- Directed by: T. N. Seetharam
- Screenplay by: T. N. Seetharam S. Surendranath
- Starring: Diganth Ramya Tilak
- Cinematography: H. M. Ramachandra
- Edited by: Suresh Urs
- Music by: Hamsalekha
- Production company: Bhoomika Chithra (Bangalore) Pvt Ltd
- Release date: 27 July 2007;
- Running time: 140 minutes
- Country: India
- Language: Kannada

= Meera Madhava Raghava =

Meera Madhava Raghava is a 2007 Indian Kannada language film directed by T. N. Seetharam starring Ramya, Diganth and Tilak Shekar. The film, though well received by the critics, did not perform well at the box-office.

== Plot ==
Meera (Ramya) a singer and Madhava (Diganth) a lecturer get married. Meera sacrifices her dream of becoming a big singer to support her husband who dreams to be an IAS officer. She is forced to borrow money from a rowdy Raghava (Tilak), who wanted to marry her. Meera forges her husband's signature to get money from Raghava. Time flies by and Madhava becomes a sincere IAS officer targeting corrupt elements of the society. This brings him in direct conflict with Raghava, who wants to contest elections. It is payback time for Meera with consequences being too harsh for her to handle.
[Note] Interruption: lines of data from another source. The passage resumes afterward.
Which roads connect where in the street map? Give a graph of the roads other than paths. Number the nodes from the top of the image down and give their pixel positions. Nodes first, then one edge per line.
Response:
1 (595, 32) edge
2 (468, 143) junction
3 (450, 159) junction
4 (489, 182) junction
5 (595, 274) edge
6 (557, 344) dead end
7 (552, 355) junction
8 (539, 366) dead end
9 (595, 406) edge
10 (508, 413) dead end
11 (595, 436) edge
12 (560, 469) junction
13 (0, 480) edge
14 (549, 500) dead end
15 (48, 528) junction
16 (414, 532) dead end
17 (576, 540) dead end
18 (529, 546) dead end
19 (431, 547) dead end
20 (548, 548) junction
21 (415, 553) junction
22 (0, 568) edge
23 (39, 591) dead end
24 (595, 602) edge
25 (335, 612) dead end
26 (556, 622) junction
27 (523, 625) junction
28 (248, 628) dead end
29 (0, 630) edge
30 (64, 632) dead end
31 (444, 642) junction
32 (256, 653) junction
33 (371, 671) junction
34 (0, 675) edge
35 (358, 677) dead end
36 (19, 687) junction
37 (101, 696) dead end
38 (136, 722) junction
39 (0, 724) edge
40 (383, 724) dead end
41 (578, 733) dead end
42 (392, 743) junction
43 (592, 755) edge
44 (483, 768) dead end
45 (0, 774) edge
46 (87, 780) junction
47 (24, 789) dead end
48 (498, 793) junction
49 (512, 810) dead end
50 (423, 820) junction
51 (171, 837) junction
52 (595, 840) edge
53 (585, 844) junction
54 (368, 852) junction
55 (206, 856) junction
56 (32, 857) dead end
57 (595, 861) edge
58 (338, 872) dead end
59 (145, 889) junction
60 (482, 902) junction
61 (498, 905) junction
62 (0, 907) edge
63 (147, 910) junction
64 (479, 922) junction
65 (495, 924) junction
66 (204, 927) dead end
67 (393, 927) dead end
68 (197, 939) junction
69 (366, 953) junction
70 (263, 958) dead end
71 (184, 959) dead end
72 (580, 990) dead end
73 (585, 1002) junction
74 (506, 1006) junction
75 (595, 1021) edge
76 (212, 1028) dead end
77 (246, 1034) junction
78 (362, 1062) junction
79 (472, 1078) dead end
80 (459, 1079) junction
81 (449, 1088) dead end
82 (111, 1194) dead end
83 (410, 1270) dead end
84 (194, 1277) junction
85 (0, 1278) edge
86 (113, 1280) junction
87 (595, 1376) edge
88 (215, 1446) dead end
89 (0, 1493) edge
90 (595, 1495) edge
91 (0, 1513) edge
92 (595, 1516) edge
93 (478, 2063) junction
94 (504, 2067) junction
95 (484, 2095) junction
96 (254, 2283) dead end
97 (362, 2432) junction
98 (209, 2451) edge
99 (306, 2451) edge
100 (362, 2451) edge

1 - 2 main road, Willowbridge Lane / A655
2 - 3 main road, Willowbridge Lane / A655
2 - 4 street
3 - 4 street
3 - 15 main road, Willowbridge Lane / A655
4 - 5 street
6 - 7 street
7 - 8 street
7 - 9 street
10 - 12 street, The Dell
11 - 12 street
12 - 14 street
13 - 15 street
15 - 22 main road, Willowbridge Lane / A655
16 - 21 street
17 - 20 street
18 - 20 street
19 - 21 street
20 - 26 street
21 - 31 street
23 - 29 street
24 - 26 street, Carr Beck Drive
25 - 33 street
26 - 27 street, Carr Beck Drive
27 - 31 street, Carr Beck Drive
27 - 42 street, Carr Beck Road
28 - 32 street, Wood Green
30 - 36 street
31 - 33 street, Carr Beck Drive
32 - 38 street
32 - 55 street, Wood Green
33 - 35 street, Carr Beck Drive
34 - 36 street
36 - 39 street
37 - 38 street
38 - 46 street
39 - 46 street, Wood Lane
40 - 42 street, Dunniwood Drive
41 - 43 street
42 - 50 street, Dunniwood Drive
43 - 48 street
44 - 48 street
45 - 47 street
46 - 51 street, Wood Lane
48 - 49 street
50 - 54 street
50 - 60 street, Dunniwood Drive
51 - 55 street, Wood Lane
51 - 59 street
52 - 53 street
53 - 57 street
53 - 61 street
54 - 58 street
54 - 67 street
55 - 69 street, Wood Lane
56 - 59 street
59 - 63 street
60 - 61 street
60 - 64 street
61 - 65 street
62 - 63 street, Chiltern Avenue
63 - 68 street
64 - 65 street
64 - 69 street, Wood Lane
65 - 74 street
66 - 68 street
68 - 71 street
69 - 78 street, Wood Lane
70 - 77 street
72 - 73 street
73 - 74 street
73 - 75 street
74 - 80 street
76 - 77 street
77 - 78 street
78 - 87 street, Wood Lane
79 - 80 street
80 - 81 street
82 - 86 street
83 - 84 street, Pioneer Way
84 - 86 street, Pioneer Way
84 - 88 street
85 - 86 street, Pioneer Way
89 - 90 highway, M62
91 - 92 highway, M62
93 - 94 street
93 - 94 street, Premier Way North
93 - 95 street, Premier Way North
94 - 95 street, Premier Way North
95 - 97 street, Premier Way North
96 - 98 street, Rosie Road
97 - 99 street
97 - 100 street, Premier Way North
How she faces everything and becomes a winner forms the rest of the story.

==Cast==
- Ramya as Meera
- Diganth as Madhava
- Tilak Shekar as Raghava
- Sudha Belawadi
- Sundar Raj
- Mandya Ramesh
- Master Anand

== Soundtrack ==

| No. | Title | Singer(s) | Length |
|---|---|---|---|
| 1. | "Bhoomi Baanu" | Anuradha Bhat | 5:16 |
| 2. | "Vasantha Vasantha" | Rajesh Krishnan, Anuradha Bhat | 5:16 |
| 3. | "Ninna Nenape" | Supriya Acharya, Fayaz Khan | 6:34 |
| 4. | "Bellulevva Bellulli" | Chaitra H. G. |  |
| 5. | "Radheya Nodalu Banda" | Harsha, Anuradha Bhat |  |
| 6. | "Olle Time Banthamma" | Hemanth, Indu Nagaraj, Lakshmi Nataraj, Supriya Acharya |  |

== Reception ==
A critic from The Times of India wrote that "There is freshness in narration combined with adventure, romance, and sentiment. But the director seems to have a small-screen hangover with many scenes resembling a TV serial". A critic from Sify wrote that "Meera Madhava Raghava is yet another clean family entertainer. T.N.Seetharam the popular mega television serial director who knows the pulse of middle-class audiences has entered the big screen with this film". A critic from Rediff.com wrote that "MMR is worth a watch for its terrific story content and brilliant performance by Tilak".